Ethics and morality evolve with culture and technology. For example, when the primary determinant for individual political power was individual strength and skill at arms (as commonly used weapons technology at that point held no capacity for stand-off weapons of mass destruction), then the only free individuals were the strongest males of the dominant ethnic group(s) in a given population, and all others were subservient to one extent or another. Yet in populations where the primary weapons of choice could be wielded equally by women as well as men, then greater sexual equality resulted. Likewise, in societies with primitive horse harnesses, or with no horse equivalents at all, slavery was ethically and morally acceptable, as a man could do more physical work than any other domesticated animal. In societies where the primary demand for labor could not be done as efficiently by domesticated animal or by machine, then exploitation of humans in a slave relationship was morally acceptable because it was economically most beneficial to the greatest number of people, or to society as a whole. For example, slavery here in the US only became morally repugnant to a majority of people when sufficient technological automation of cotton agriculture supplanted the economic feasibility of using slaves to perform the work. Likewize slavery became morally repugnant a bit earlier in Britain primarily because most uses for slaves in Britain were in an industrialized setting, which preceded the development of industry in the US as the primary economic force, and industrial applications were automated much quicker there than were agricultural applications here in the US.

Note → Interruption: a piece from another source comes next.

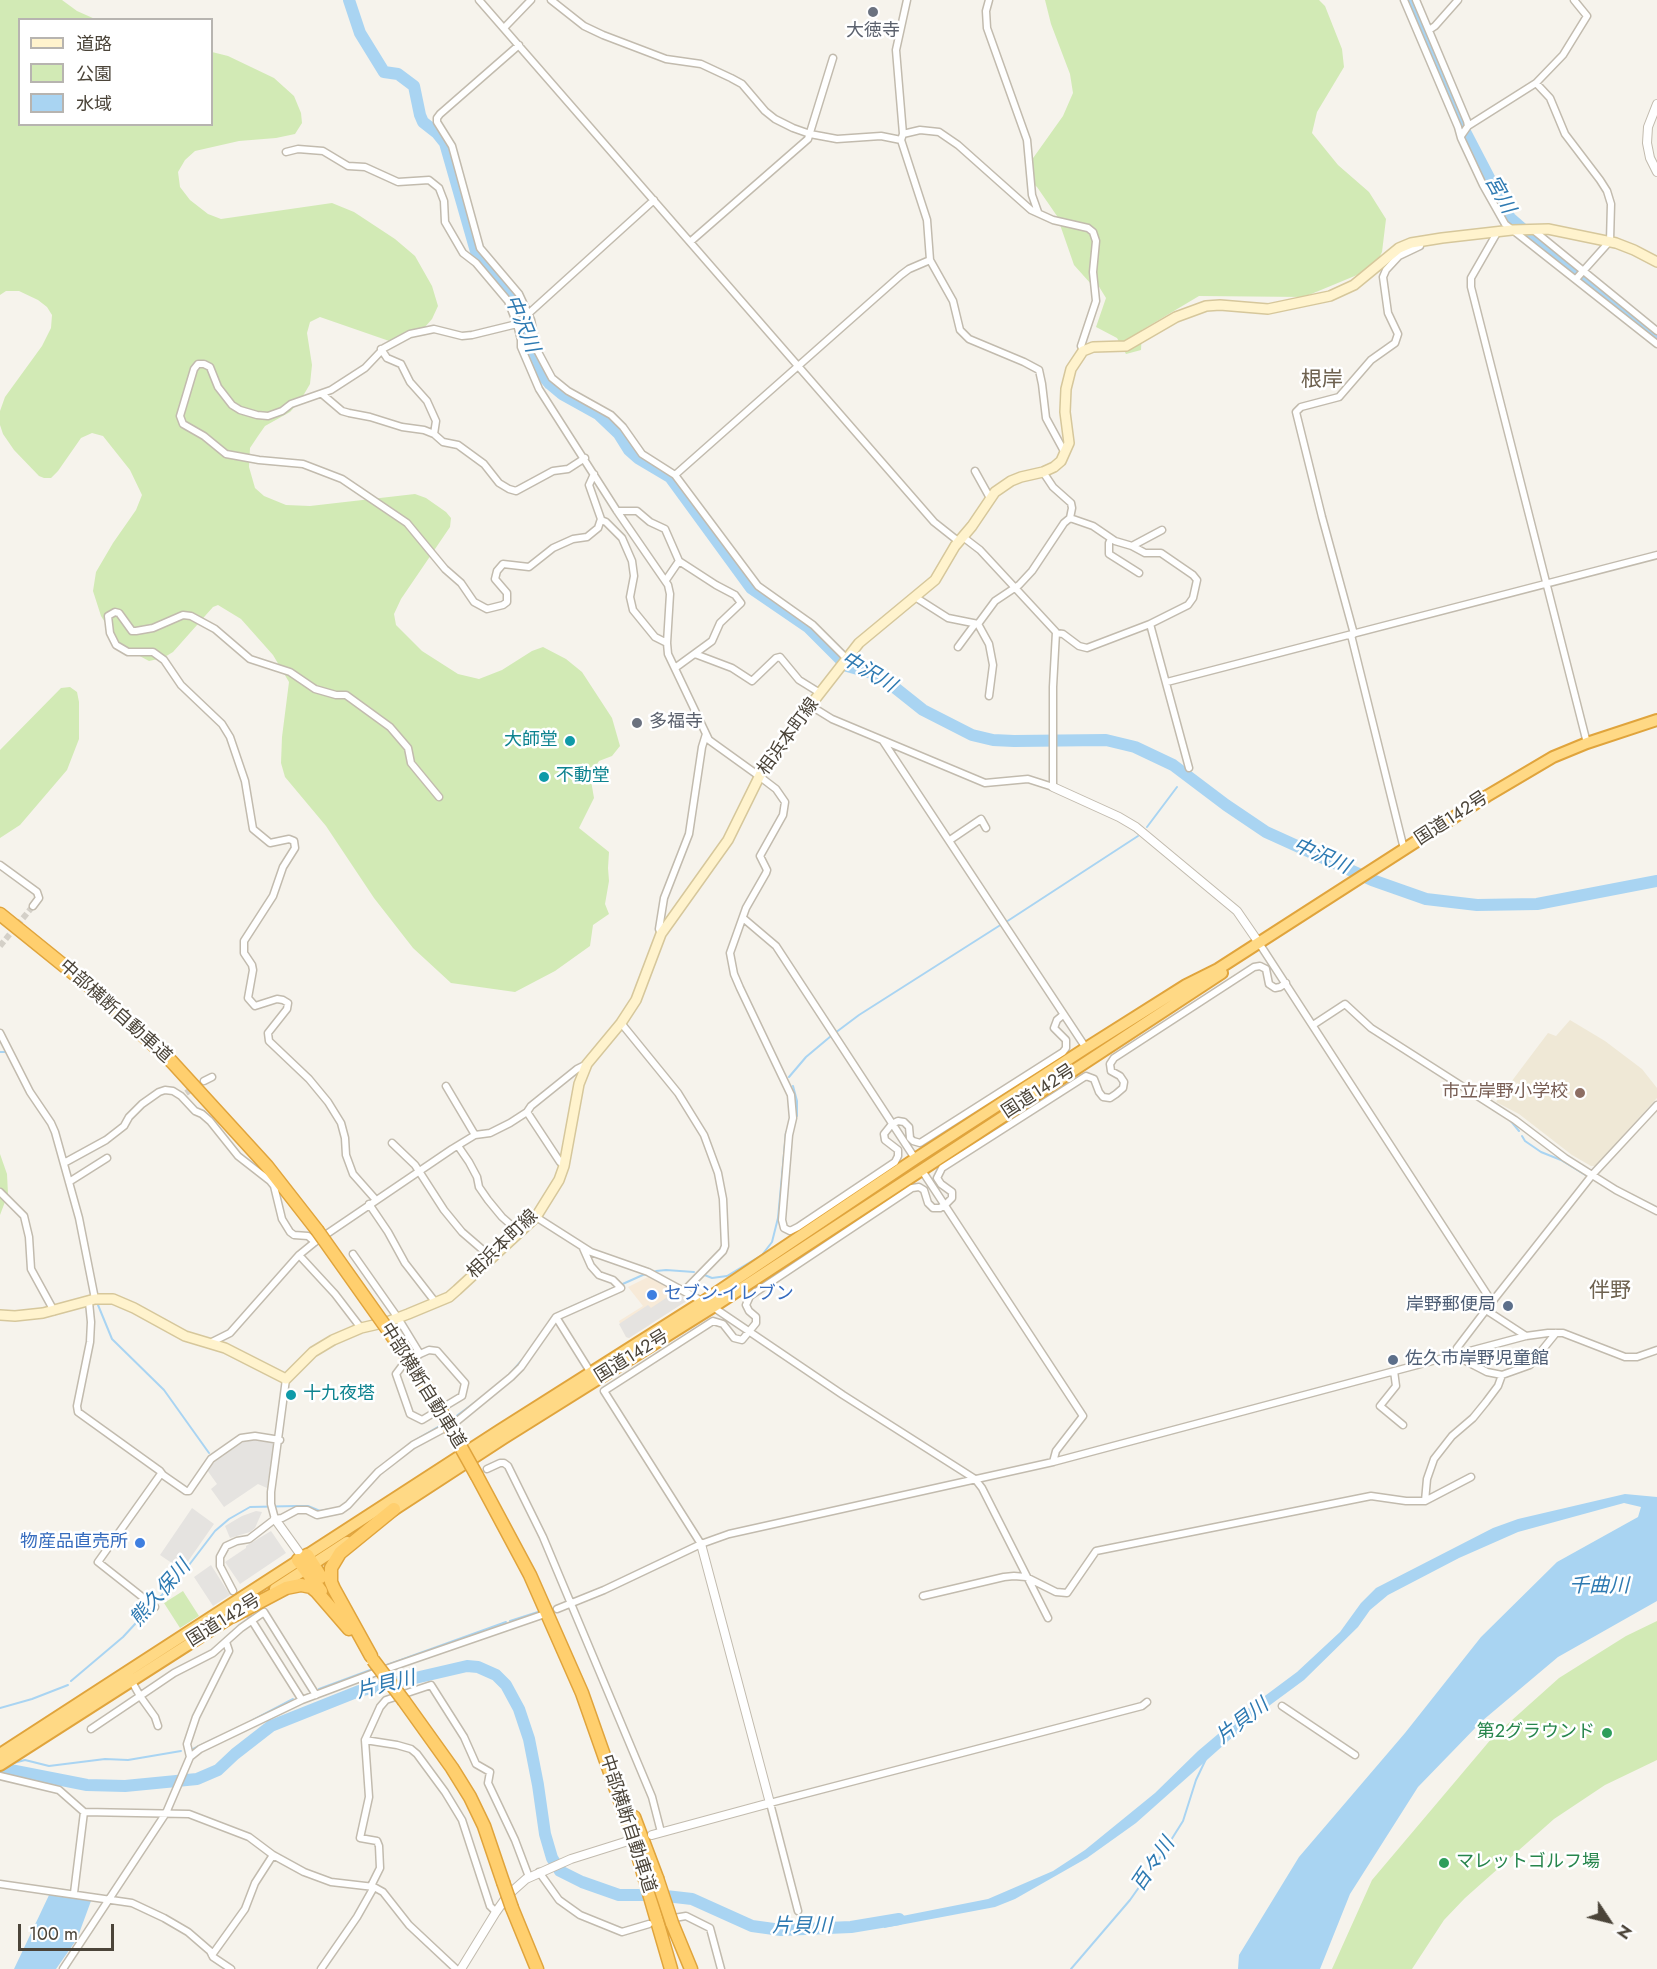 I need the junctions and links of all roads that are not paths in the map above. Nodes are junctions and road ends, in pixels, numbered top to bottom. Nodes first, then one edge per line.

Similarly, today, we see the eastern nations like China, Indonesia, etc. proclaiming that the 'western' concept of human rights, which emphasises the individual, is not neccessarily best for their own developing economies, which supposedly have a 'tradition' of putting whats best for the community first ahead of individual goals. While they are not quite endorsing slavery, per se (as they want to remain members of the UN), they are still operating in a feudal mindset, mainly because the cost of living and standards of living are so low in their own country, that the cost of maintaining an economy which exploits the individual for the benefit of the community is still far less than the cost of entry into high tech automation, and because these economies are able to pirate the intellectual capital base of the western economies, they are reducing their cost of entry in many areas by exploiting the intellectual property rights of individuals outside their eastern economies, theus externalizing the cost of their slavery of foreign intellectual capital..
Another example, getting back to weapons technology, is with the crossbow. This weapon is easy for an individual to learn to use, build, and deploy. When it first spread across europe, it was seen as immoral because it gave a common individual the ability to strike at highly trained military leaders from a stand-off position. Because this conflicted with the feudal status quo, where fighting was done by highly trained professionals, who also occupied the top positions of political power, it was seen as immoral because it was so DEMOCRATIC. A similar moral position was taken by the Japanese samurai with respect to the gun when western traders tried to import this technology to feudal Japan, while here in the U.S. we have extreme egalitarianism as the primary pinnacle of moral and ethical idealism, because the primary weapons in our society can be weilded equally by men and women of any ethnic group. These weapons are the vote, the spoken or written word, and the firearm. Notice that ethnic groups which have difficulty assimilating the ability to utilize the first two of these weapons usually tend to bias toward use of the third as a means to redress the imbalance.